Nolan writes in The Hill:
“Realistically, it is not going to be possible to work with Trump on a permanent DACA program without providing the funds he needs to at least start the construction of his wall, but this does not have to be a deal breaker.
Get him started with funding to complete the last 47 miles of the border fencing that was mandated by the Secure Fence Act of 2006, which was passed in the Senate 80 to 19. The yeas included current Senate party leaders Mitch McConnell (R-Ky.) Schumer and former Senators Barack Obama (D-Ill.) and Hillary Clinton (D-N.Y.).

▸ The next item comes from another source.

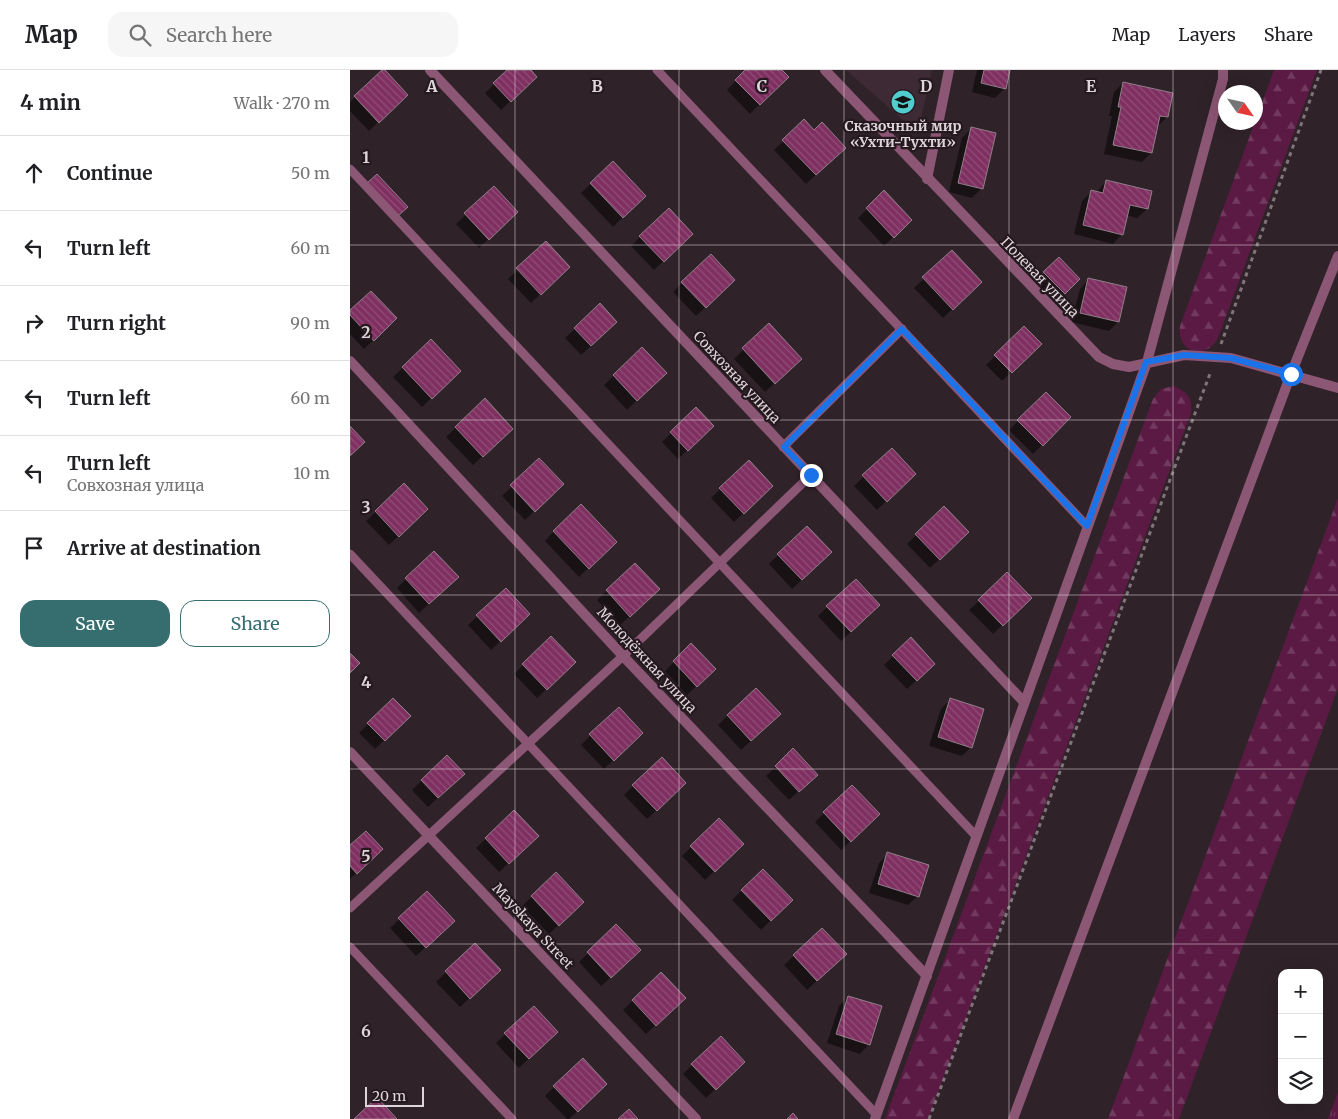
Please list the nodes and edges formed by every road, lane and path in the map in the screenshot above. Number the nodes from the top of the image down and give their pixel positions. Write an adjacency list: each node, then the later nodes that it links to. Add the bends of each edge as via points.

As amended by section 564 of the Consolidated Appropriations Act, 2008, it requires DHS to “construct reinforced fencing along not less than 700 miles of the southwest border where fencing would be most practical and effective.” DHS only completed 653 miles of the authorized fencing.
Finishing this project would give Trump a chance to show what he can do and provide a reliable basis for estimating the cost of a wall along the entire length of the Southwest border.
The alternative to finding a compromise is to abandon the tentative agreement and let the Democrats continue their endless stream of complaints about Trump, which won’t improve Congress’ approval ratings or save any of the DACA participants from being deported.”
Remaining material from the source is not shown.